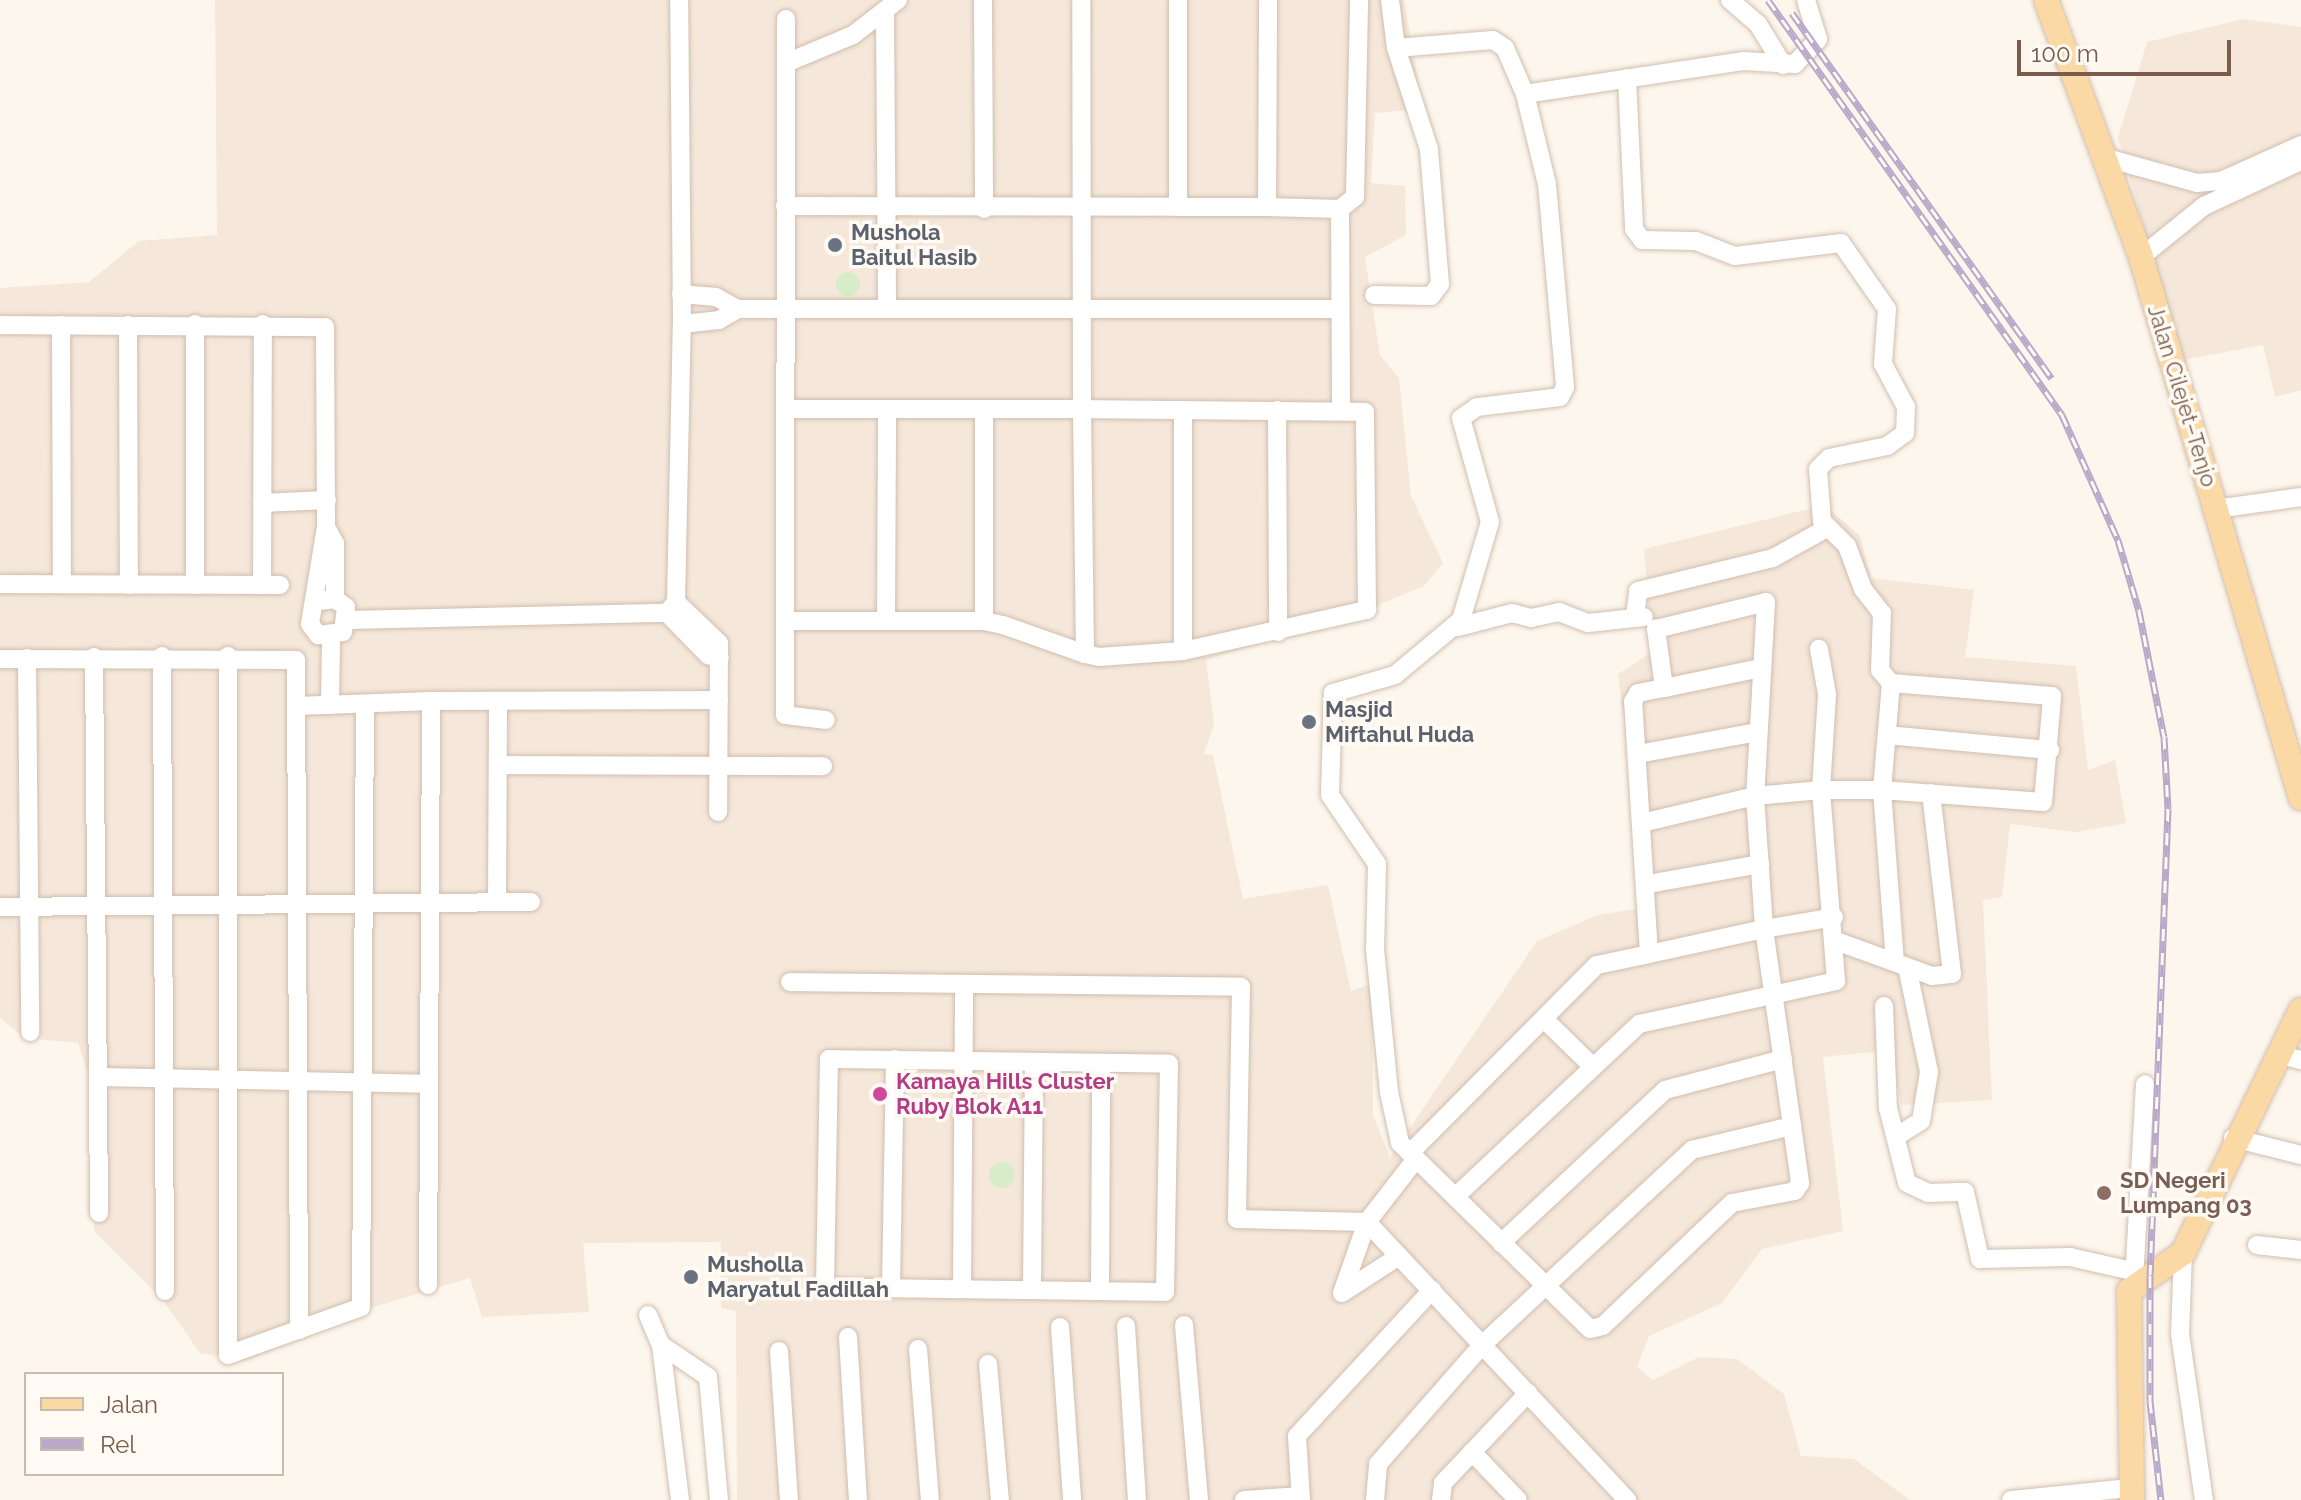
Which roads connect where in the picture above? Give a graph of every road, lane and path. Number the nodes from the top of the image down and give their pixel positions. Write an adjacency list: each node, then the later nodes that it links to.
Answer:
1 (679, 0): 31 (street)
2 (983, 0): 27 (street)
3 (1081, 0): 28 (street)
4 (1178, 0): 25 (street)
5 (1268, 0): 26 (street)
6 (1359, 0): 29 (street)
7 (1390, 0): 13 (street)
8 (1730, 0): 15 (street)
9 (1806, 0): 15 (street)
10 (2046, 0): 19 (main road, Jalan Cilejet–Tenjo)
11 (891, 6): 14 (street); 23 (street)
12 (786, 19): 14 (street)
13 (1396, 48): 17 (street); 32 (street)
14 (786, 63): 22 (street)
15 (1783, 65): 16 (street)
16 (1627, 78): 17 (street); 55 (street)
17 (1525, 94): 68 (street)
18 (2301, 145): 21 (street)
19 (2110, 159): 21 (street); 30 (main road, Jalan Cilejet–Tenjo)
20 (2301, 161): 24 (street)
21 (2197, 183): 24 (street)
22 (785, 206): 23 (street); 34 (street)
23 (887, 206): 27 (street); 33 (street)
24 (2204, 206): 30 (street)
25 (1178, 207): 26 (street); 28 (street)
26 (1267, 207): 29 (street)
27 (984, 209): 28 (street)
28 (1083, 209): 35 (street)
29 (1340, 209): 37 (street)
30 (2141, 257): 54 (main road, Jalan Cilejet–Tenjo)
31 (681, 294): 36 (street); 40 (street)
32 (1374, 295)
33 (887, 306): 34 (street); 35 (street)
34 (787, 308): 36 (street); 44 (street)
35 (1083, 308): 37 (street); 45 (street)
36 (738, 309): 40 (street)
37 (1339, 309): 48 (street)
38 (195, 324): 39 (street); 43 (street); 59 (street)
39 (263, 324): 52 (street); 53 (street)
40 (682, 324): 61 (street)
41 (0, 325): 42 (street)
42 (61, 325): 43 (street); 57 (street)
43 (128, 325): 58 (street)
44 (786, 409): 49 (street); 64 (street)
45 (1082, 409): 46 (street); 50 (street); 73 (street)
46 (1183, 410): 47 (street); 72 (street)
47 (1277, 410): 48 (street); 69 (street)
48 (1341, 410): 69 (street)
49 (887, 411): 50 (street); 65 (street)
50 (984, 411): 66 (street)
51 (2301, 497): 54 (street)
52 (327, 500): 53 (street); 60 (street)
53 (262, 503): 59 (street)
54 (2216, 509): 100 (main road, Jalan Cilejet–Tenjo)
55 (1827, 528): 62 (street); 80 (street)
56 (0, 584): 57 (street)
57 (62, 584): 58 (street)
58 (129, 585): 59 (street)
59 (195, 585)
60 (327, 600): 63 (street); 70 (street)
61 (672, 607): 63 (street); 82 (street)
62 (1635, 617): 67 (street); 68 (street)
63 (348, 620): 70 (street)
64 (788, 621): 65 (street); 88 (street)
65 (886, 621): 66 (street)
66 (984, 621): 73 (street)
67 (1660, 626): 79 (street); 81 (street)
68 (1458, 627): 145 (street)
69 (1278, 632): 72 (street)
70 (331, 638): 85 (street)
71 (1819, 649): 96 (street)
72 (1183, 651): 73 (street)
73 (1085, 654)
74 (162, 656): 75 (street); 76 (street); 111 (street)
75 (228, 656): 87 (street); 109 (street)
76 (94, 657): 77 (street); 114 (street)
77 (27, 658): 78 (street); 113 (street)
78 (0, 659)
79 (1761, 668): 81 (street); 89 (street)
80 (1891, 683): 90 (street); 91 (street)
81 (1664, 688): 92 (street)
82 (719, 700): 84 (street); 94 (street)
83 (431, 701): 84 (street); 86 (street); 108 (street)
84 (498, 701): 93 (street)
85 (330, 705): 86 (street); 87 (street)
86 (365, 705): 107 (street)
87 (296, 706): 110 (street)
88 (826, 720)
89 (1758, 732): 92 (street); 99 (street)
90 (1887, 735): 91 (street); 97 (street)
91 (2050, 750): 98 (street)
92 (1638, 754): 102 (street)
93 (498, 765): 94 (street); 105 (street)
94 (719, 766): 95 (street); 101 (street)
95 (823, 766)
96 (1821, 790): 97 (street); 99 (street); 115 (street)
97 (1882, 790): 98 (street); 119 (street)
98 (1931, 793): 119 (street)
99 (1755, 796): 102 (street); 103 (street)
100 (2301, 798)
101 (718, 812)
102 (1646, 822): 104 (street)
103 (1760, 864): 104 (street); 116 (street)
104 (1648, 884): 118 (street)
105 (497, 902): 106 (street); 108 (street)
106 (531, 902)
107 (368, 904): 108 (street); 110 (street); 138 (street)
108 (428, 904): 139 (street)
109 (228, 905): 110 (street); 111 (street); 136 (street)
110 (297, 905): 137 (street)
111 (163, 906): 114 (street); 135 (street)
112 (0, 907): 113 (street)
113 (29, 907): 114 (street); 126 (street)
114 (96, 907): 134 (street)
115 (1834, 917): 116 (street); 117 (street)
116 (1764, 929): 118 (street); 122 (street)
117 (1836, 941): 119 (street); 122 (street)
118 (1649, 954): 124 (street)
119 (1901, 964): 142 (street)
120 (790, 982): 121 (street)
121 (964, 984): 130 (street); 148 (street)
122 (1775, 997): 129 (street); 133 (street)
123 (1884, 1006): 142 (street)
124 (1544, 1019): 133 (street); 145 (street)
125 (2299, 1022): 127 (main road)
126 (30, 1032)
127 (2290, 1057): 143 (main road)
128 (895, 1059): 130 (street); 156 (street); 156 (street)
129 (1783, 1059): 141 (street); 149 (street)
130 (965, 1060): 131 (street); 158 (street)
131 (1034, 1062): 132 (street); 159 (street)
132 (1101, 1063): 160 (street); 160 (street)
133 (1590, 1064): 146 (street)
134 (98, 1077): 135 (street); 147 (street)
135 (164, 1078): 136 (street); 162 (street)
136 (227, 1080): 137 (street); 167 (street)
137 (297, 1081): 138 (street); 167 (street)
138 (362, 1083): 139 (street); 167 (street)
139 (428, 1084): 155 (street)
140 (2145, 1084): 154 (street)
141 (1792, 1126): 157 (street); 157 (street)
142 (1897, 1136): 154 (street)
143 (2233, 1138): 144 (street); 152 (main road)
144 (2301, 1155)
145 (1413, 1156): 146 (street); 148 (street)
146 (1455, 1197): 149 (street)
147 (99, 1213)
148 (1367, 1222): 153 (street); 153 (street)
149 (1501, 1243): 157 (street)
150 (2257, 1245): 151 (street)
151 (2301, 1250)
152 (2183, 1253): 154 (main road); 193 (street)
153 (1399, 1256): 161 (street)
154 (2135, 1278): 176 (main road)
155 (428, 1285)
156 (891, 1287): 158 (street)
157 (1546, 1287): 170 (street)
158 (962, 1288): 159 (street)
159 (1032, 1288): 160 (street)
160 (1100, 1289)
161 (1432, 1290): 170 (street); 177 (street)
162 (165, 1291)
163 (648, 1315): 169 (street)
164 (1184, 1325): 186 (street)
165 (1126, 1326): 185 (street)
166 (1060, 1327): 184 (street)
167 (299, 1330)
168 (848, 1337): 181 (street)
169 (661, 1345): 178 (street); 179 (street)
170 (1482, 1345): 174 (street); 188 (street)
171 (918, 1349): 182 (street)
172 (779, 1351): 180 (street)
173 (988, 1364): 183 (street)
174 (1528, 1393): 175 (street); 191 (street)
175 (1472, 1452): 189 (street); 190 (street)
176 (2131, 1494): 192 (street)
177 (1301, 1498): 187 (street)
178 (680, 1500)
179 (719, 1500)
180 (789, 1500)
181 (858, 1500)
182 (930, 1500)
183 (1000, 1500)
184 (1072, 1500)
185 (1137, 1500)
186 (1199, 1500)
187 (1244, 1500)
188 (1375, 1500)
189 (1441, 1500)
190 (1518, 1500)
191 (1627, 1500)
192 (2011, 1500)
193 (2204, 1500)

--

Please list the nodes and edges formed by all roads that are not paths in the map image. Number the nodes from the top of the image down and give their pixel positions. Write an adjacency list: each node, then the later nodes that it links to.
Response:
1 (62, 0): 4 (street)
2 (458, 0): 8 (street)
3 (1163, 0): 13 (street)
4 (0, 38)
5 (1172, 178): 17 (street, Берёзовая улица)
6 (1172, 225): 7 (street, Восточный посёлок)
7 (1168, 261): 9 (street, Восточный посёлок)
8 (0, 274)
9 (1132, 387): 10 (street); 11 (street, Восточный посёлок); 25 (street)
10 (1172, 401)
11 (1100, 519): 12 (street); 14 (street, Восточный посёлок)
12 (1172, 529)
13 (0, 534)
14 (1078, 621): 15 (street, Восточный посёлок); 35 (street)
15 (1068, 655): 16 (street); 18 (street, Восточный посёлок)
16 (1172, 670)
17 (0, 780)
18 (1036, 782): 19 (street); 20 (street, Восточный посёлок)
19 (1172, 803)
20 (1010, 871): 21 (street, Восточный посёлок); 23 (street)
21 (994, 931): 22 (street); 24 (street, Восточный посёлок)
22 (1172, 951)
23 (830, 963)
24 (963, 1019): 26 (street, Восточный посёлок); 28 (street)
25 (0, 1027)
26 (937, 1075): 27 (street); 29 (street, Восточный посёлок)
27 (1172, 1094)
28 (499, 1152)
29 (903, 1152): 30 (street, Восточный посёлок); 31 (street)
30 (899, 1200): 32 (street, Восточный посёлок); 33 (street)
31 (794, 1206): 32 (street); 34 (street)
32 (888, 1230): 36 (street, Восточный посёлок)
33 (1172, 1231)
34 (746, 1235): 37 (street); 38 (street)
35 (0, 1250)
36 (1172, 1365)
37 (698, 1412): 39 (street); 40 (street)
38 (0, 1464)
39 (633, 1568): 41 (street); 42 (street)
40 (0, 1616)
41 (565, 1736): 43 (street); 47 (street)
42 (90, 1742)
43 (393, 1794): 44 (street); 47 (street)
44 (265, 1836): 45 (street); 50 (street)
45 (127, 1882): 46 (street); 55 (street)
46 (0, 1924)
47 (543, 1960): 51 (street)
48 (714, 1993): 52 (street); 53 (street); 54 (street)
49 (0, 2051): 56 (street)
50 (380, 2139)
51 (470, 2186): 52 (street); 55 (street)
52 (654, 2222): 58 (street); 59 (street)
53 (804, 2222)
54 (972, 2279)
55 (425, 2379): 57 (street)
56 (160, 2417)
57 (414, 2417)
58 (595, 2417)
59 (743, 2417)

» **EXERCISE AIM**:
Tally the lines of the listing that include "later". Reply with nothing but the count.

» **SOLUTION**:
2